One of his runners is called Man-Man, a convicted drug dealer serving 16 years and a diehard Panthers fan. He said that he's yet to bring in a single ticket that has someone betting on Denver.

"I've had about 30 dudes in last five days bet the Panthers on their tickets," Man-Man said. "I told Eddie not to mix the Super Bowl games with basketball, but he didn't listen. Now he's got at least eight dudes who laid a book [of stamps] on four bets, and they all hit three games. They're just waiting on the Panthers to hit, too, and Eddie's out 80 books"—or $320.

In the days leading up to the Super Bowl, there was plenty of talk about the game and who was betting what on it. An inmate named Little C was seriously thinking about dropping 25 books, or $100, on the Broncos. The guys who run Pay-to-Play, a competing ticket, were talking about giving the Broncos four points instead of three, and paying the winners 3-to-1 meaning you bet $100 to win $300, an enticement to get people to bet on the underdog.
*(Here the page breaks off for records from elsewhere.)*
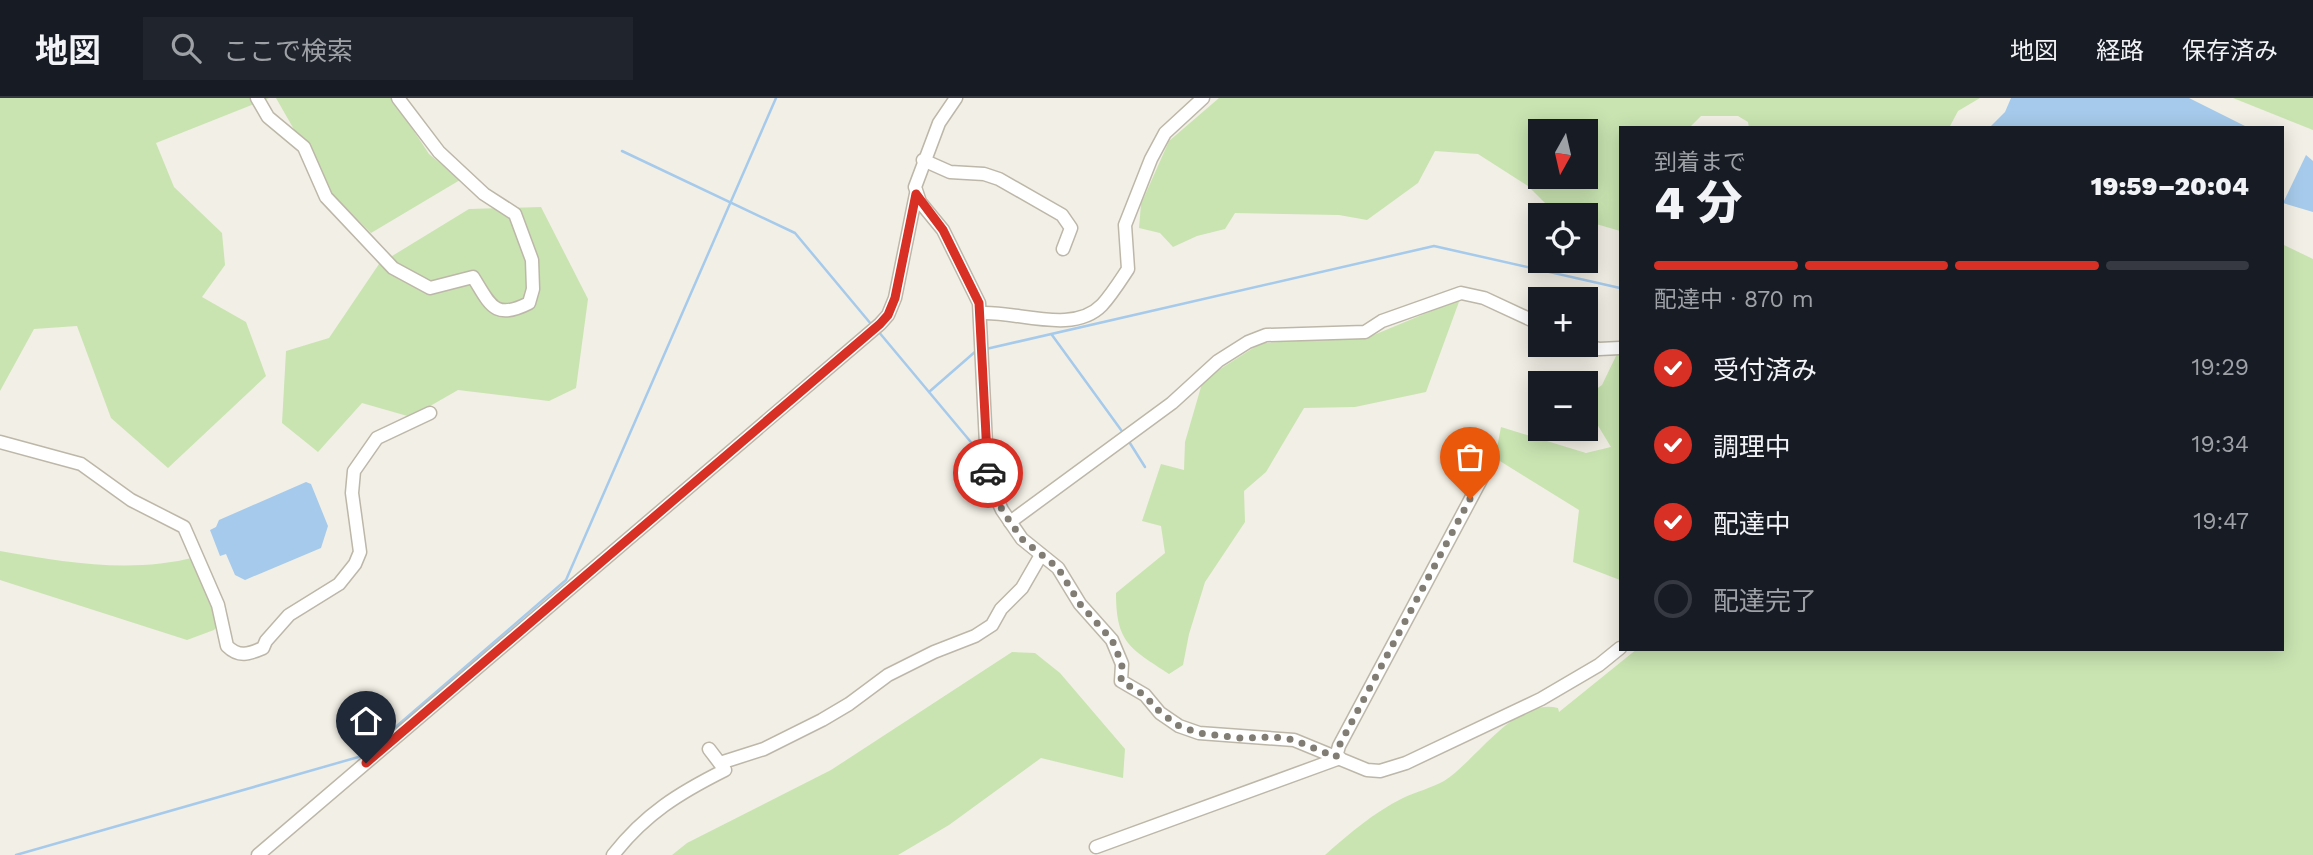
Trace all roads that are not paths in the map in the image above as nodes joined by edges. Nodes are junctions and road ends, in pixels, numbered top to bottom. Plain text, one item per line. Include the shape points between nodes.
1 (257, 98) edge
2 (398, 98) edge
3 (956, 98) edge
4 (1203, 98) edge
5 (923, 160) junction
6 (916, 194) junction
7 (1063, 249) dead end
8 (981, 313) junction
9 (1528, 318) edge
10 (1619, 348) edge
11 (1598, 349) edge
12 (430, 413) dead end
13 (0, 442) edge
14 (1492, 459) dead end
15 (1010, 522) junction
16 (1041, 555) junction
17 (1619, 649) edge
18 (709, 750) dead end
19 (1338, 757) junction
20 (720, 763) junction
21 (1096, 847) dead end
22 (258, 855) edge
23 (613, 855) edge

1 - 2 street via 268,117 304,147 326,197 393,268 430,288 473,277 495,309 529,303 532,260 515,214 484,194 439,152
3 - 5 street
4 - 8 street via 1159,140 1125,225 1128,269 1101,306 1059,322 1003,312
5 - 6 street
5 - 7 street via 950,172 984,174 1062,215 1071,228
6 - 8 street via 943,230 976,293
6 - 22 street via 895,298 880,324
8 - 15 street via 989,479
9 - 15 street via 1485,298 1461,293 1382,321 1365,332 1266,335 1248,342
10 - 11 street
12 - 13 street via 377,438 354,471 352,493 360,552 355,564 339,584 289,615 263,648 247,655 227,646 218,605 184,527 131,500 81,464
14 - 19 street via 1339,746
15 - 16 street
16 - 19 street via 1058,568 1080,604 1112,640 1122,664 1121,681 1179,726 1240,738 1284,738
16 - 20 street via 992,625 888,675 822,720 764,749
17 - 19 street via 1564,687 1399,765 1373,772
18 - 20 street
19 - 21 street
20 - 23 street via 725,770 678,794 629,835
"Yo, my gut be tellin' me to do it, you know?" said Little C. "But if Peyton shows up and the Broncos do what they do, man, it might be all bad for the black man... And how I'm gonna look goin' for a white man [Broncos quarterback Peyton Manning] in this Super Bowl?"

Old Man Denis is a lifer in his late 70s who's been running a betting pool called Win Big in every penitentiary he's been held in since 1995. He's got fond memories of the last time the Panthers were in the Super Bowl, in 2004.

"Best Super Bowl game is the history of the NFL," he said. "They went a quarter and a half without scoring a single point, then in the last five or six minutes of the game they put up nearly 30 points between them. I thought I was in big trouble."

"The Panthers saved my ass," the inmate remembered. "The game went way over [i.e., everyone who bet the over instead of the under won] and if New England would have [covered the spread], I would have lost nearly $10,000. As it turned out, I pulled in a little over $1,000 that night."

This year, Eddie has his own plan for how to recoup his losses if the Panthers cover the spread and he ends up having to pay. "If the line doesn't change, or everyone sticks with the Panthers, I'll just lay some of my bets off on the other tickets," Eddie said. "I refuse to get massacred... I'll leave that up to Peyton."

*Note: The author of the piece asked that his name and location not be revealed because he's writing about activities banned by prison authorities and is worried about the repercussions he could face as a result. The last names of the inmates quoted in this article have also been redacted.